Holes in EU Russia sanctions put attention back on Trump oil threat
The EU on Friday agreed on the 18th package of sanctions against Russia, which foreign policy chief Kaja Kallas said was one of the strongest to date.
The package lowers the price cap on Russian crude to $47.60 a barrel from $60, meaning shippers and insurance companies seeking to avoid sanctions can't handle purchases made above this level. The new cap, which takes effect on September 3, also includes a mechanism to ensure it is always 15% below average Russian crude prices.
A significant new addition is an import ban on refined oil products made from Russian crude. The ban, which would likely kick in next year, seeks to close a loophole created after the EU halted most imports of Russian crude and refined products in the wake of Moscow's invasion of Ukraine in February 2022. This action led to sharp rises in European imports of fuels, particularly diesel and aviation fuel, from China, India and Turkey.
The effectiveness of these initial measures was limited, however, as refiners in those three countries sharply increased imports of Russian feedstock due to the discounts created by the price cap.
Ultimately, the biggest loser from the new ban would likely be India, which accounted for 16% of Europe's imports of diesel and jet fuel last year, according to Kpler data. Russian crude also accounted for 38% of India's crude imports in 2024.
The new ban would exempt countries that are net exporters of crude, meaning the biggest beneficiaries of the new restriction will likely be Gulf producers with large refining operations such as Saudi Arabia, the United Arab Emirates and Kuwait that could pick up the slack from Indian refineries and export more fuel to Europe.
The Western sanctions on Russia's oil sector since 2022 have been carefully crafted to avoid creating a severe energy price shock while still aiming to constrain the revenue of Moscow, the world's third-largest oil exporter. They haven't been overly successful on the latter point.
Russia's crude oil and oil products export revenues reached $192 billion in 2024, significantly more than its defence budget of $110 billion that year. That compared with oil export revenue of $225 billion in 2019.
While Russia's oil exports declined slightly in June to 7.23 million barrels per day, revenue rose by $800 million from May to $13.6 billion thanks to higher global oil prices, according to International Energy Agency estimates.
This partly reflects the fact that Russia has found some workarounds, including developing a vast and opaque network of tankers, insurance and payment schemes that allow it to export its oil above the price cap.
The EU's latest package has also placed 105 additional tankers under sanctions for evading the original price cap, in addition to the 342 already sanctioned.
But Moscow will likely find ways to evade the worst effects of the new sanctions, perhaps by expanding the shadow fleet or further obscuring the origin of its oil through measures such as mid-ocean ship-to-ship transfers.

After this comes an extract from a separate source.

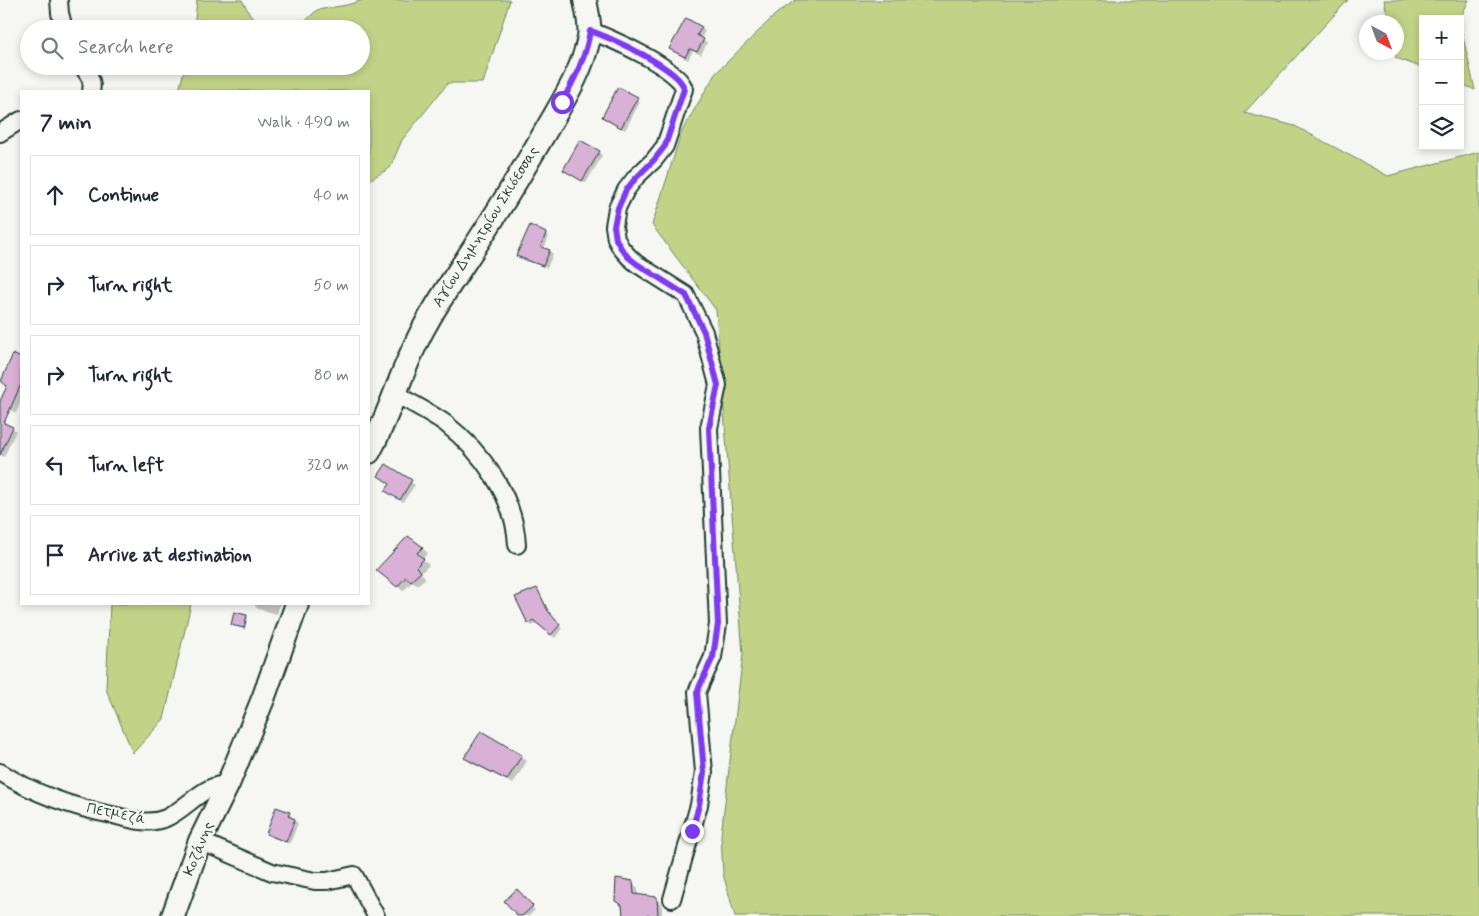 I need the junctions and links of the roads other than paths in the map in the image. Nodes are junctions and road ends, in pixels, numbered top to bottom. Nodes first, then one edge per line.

Moreover, India and China will likely continue buying discounted Russian crude to benefit their domestic markets, while re-routing fuel exports previously bound to the EU to new markets.
So even though, on paper, the new price cap could collectively reduce Russia's oil revenue, in reality, the new EU measures are unlikely to choke off Moscow's financial lifeblood.
One way to hit Moscow's finances would be for President Trump to implement the "secondary sanctions" he threatened last week, whereby countries that buy oil from Moscow will be hit with 100% tariffs unless the Kremlin reaches a deal to end the war in Ukraine within 50 days.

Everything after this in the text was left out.